I have a php dynamically generated image which I need to write to file to call later. My problem is that I need this image to have appropriate expiration headers included in it. There are a massive number of these and their headers vary individually file-by-file making .htaccess controls not an option.
I can write expiration headers if I'm outputting the image directly to the browser with this:
header("Content-Type: image/jpeg");
header('Expires: "' . gmdate("D, d M Y H:i:s", $expirationDate) . '"');
imagepng($image, NULL);
Or I can write the image to a file to be used later with this:
imagepng($image, $filepath)
But I can't for the life of me figure out how to combine those two and write the image to a file while including its expiration headers. How would you go about writing an image file with an expires header?
I think your best bet it to server the file just as you are, something like:
header("Content-Type: image/jpeg");
header('Expires: "' . gmdate("D, d M Y H:i:s",
$expirationDate) . '"');
imagepng($image, NULL);
Sure you're using php to serve a static file, but the expire header is going to limit repeat requests.
Update: Since $image is a generated file, on the first request generate and save the image, then output it. On additional requests, just output the already generated image. Essentially the expire headers are controlling the browser's cache, while you need to implement some kind of caching on the server to avoid generating the same output multiple times.
So you're looking at two different kinds of caching. You can do them in the same script, with a combination of two scripts - really however you want.
Unless you can set a standard expire header with apache (which you say you can't, since it varies), I believe this is your best (if not only) choice.
Of course there is the convoluted and complex way:
Set up mod_rewrite to send requests for missing images to your php script.
Append some session id to the image request (so it's unique to the browser).
Have the php script send the expire header, and the image content.
Have the php script link the real static image to the session specific image name.
Or something like that. I'd just serve them all up using php.
Update: Or use mod_asis from VolkerK's great answer.
If you really want to store both the headers and the content in files on the server you could use mod_asis:
In the server configuration file, associate files with the send-as-is handler e.g.

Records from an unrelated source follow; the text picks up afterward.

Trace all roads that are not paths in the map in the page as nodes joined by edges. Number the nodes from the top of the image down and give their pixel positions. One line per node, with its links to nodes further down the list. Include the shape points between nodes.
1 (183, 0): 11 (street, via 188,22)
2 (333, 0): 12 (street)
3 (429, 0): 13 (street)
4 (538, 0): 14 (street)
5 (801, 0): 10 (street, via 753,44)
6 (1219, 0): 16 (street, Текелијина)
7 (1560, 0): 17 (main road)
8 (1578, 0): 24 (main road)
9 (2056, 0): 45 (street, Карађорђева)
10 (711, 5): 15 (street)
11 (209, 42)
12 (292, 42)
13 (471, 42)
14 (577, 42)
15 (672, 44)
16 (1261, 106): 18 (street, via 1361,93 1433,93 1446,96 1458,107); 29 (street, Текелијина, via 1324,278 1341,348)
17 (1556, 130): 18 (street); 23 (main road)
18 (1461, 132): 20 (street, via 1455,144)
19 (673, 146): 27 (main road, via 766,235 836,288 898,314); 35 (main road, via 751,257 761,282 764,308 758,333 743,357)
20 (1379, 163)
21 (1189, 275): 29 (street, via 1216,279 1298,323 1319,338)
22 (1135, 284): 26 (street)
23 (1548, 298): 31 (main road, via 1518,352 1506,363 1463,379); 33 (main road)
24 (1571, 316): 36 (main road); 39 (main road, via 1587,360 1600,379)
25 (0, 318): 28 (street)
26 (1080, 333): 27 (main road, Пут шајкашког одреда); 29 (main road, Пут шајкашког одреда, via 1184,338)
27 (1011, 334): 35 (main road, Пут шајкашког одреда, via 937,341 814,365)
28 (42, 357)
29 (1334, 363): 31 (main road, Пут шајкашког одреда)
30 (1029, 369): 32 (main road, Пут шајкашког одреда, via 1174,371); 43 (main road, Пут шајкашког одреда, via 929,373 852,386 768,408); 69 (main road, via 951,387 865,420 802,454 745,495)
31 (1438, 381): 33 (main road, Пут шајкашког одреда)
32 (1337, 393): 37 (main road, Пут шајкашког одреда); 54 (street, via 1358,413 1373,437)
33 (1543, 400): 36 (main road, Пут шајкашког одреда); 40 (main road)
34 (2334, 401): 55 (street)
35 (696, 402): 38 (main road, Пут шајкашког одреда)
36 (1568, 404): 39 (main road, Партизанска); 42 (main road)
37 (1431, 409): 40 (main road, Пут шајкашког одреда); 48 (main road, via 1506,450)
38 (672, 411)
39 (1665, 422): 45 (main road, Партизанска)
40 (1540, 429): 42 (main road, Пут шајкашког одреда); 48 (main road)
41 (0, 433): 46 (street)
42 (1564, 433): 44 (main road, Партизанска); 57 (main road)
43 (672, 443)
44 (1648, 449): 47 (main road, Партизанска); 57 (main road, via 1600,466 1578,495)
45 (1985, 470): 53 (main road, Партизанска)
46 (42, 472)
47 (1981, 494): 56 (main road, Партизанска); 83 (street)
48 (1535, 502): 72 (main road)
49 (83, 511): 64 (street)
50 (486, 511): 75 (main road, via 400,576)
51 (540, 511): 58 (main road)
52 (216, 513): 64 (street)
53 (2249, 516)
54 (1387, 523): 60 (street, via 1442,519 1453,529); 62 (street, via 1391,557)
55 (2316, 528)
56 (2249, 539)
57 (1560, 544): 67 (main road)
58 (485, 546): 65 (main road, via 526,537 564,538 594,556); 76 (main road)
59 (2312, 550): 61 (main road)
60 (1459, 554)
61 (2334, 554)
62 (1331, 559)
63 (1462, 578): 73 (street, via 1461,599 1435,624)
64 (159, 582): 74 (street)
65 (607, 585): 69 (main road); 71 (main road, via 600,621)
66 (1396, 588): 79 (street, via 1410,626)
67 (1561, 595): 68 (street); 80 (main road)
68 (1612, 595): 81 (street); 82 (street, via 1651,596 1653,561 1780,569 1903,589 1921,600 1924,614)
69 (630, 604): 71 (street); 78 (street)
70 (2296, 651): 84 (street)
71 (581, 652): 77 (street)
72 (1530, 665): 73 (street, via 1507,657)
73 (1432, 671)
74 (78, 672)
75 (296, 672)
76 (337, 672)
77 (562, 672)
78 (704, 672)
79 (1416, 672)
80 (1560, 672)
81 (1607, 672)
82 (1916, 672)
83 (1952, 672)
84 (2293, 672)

AddHandler send-as-is asis
The contents of any file with a .asis extension will then be sent by Apache to the client with almost no changes. In particular, HTTP headers are derived from the file itself according to mod_cgi rules, so an asis file must include valid headers, and may also use the CGI Status: header to determine the HTTP response code.
Your php script then would write both the headers and the content to files that are handled as send-as-is by the apache webserver.
Perhaps all you have to do is exactly ...nothing, except writing the image data to the disc.
Depending on the webserver you're using some caching mechanisms work out of the box for static files (which you would create with the php script).
If you're using apache's httpd take a look at http://httpd.apache.org/docs/2.2/mod/core.html#fileetag and http://httpd.apache.org/docs/2.2/caching.html. By default httpd will also send a last-modified header and it supports If-Modified-Since request headers.
When your php script changes the image files the ETag changes as well and/or the If-Modified-Since condition would be met and the httpd sends the data. Otherwise it would only send a response saying "nothing has changed" to the client.